Metadata Injection

What is metadata injection?

Metadata is at the very core of everything in Apache Hop. When you develop a pipeline, the transforms with all of the configuration options, the hops between those transforms and the pipeline run configuration you use to run the pipeline are all metadata items.

There are use cases where you’ll find yourself creating different variations of what is basically the same pipeline.

Consider this simple pipeline as an example: you need to load transaction data values from a supplier, filter out some specific values, and output everything to a file.

The process is always the same, the only difference is the different file layouts, maybe different values to filter out, and the output file.

Metadata injection can make this process a lot easier by taking the metadata for this pipeline from various sources and inject it into a template pipeline at runtime.

After injection, Apache Hop has an in-memory pipeline that is configured for the exact metadata you need for this run.

Instead of one pipeline per supplier, you’ll only need one template pipeline and one injecting pipeline. This significantly reduces the number of files to maintain, the number of repetitive tasks and thus increases stability maintainability of your project.

How metadata injection works

the sample below is available from the metadata-injection folder in the samples project.

The template pipeline is an empty pipeline that contains all the necessary transforms and hops for the flow of the pipeline, but none of the configuration.

Metadata Injection - template pipeline

The injecting pipeline is a standard pipeline that gathers and prepares all of the required metadata to run the template pipeline through the ETL Metadata Injection transform.

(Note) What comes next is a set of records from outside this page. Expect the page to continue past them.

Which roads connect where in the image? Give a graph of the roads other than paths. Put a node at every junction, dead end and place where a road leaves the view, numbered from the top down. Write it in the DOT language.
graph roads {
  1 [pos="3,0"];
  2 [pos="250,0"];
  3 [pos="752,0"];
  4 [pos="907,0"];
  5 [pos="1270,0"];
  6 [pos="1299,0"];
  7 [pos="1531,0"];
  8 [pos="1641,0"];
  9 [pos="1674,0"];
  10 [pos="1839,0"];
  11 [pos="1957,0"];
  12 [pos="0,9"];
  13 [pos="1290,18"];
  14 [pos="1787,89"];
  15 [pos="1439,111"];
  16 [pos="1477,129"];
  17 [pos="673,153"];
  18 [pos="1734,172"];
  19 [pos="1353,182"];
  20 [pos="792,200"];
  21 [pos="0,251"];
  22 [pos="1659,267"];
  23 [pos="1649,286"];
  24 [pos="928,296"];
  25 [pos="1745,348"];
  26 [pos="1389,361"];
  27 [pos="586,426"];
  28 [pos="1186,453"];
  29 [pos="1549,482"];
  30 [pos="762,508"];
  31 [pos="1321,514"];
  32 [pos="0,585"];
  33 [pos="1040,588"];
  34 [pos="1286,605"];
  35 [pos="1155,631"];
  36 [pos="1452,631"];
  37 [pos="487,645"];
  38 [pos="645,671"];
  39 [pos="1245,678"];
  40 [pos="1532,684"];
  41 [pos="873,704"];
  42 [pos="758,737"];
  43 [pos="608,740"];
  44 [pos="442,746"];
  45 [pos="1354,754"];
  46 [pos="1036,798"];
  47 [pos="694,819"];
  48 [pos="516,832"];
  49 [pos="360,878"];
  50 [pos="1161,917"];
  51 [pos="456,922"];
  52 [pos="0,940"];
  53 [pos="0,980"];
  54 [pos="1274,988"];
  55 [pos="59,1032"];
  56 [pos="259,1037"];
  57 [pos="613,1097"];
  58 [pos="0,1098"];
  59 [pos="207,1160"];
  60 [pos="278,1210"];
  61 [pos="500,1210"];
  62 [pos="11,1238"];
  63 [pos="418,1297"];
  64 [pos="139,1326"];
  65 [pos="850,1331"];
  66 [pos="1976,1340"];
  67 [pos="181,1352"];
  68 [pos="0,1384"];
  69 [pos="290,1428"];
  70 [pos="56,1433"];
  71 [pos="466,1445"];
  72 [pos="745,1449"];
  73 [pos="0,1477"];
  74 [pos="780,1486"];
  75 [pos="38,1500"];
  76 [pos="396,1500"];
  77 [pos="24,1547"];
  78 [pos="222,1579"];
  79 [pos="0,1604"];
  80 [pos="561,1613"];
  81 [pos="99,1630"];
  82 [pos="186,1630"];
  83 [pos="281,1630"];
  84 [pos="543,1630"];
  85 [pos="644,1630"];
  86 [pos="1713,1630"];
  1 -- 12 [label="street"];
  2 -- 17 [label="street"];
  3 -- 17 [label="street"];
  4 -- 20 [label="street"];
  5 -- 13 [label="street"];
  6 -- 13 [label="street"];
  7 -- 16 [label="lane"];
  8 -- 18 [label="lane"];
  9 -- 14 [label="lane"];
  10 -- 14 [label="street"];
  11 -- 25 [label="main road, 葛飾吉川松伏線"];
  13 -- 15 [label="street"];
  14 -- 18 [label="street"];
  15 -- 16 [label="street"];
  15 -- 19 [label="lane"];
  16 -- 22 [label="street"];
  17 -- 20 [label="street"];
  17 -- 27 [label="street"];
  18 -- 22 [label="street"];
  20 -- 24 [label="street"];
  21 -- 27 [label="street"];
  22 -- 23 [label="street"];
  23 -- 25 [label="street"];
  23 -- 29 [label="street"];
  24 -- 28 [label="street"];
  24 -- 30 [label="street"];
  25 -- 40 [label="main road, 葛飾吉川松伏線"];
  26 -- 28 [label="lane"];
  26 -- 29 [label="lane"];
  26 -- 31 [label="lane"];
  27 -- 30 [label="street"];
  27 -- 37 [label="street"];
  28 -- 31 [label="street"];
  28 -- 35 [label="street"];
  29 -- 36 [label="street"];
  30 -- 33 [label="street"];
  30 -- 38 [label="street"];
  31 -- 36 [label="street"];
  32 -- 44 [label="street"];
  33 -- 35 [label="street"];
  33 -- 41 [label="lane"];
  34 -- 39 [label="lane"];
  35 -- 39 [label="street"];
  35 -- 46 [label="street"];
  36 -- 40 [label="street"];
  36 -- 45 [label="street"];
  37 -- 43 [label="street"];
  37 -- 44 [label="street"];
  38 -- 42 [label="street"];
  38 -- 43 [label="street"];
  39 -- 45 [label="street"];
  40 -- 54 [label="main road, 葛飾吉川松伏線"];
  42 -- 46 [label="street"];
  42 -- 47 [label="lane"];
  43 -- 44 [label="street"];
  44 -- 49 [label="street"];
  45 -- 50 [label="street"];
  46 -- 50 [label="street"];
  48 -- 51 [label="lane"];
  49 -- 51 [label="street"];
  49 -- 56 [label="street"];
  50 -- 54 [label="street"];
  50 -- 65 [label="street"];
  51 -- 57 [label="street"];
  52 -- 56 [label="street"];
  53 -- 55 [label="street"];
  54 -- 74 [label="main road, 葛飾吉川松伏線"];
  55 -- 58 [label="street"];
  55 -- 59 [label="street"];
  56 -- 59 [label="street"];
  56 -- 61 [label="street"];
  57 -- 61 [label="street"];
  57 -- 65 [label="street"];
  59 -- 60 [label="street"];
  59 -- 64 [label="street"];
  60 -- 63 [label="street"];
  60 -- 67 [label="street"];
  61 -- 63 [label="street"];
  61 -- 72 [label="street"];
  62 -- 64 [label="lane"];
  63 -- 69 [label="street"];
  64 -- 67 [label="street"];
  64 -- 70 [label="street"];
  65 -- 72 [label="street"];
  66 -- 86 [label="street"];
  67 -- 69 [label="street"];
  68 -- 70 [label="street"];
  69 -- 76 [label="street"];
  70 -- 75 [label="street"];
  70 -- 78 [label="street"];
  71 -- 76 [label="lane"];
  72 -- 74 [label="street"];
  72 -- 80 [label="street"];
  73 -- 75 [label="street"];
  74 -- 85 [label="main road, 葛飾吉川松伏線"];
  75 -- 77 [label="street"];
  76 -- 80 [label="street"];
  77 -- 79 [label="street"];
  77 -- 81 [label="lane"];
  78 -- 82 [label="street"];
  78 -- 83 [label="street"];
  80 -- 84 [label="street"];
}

The Metadata Injection transform reads the template pipeline and lets you map fields from the injecting pipeline to target fields in the transforms in the template pipelines.

Metadata Injection - injecting pipeline

Here’s what happens in the example below:

  • read customer metadata parses a sample file and reads its file layout. The various items of the detected file layout are injected in the fields for read customer data in the template pipeline.

  • static filename, format provides the file name and file format from a data grid.

  • rename fields provides the original names and new names for fields that will be injected into the cast dates Select Values transform in the template pipeline.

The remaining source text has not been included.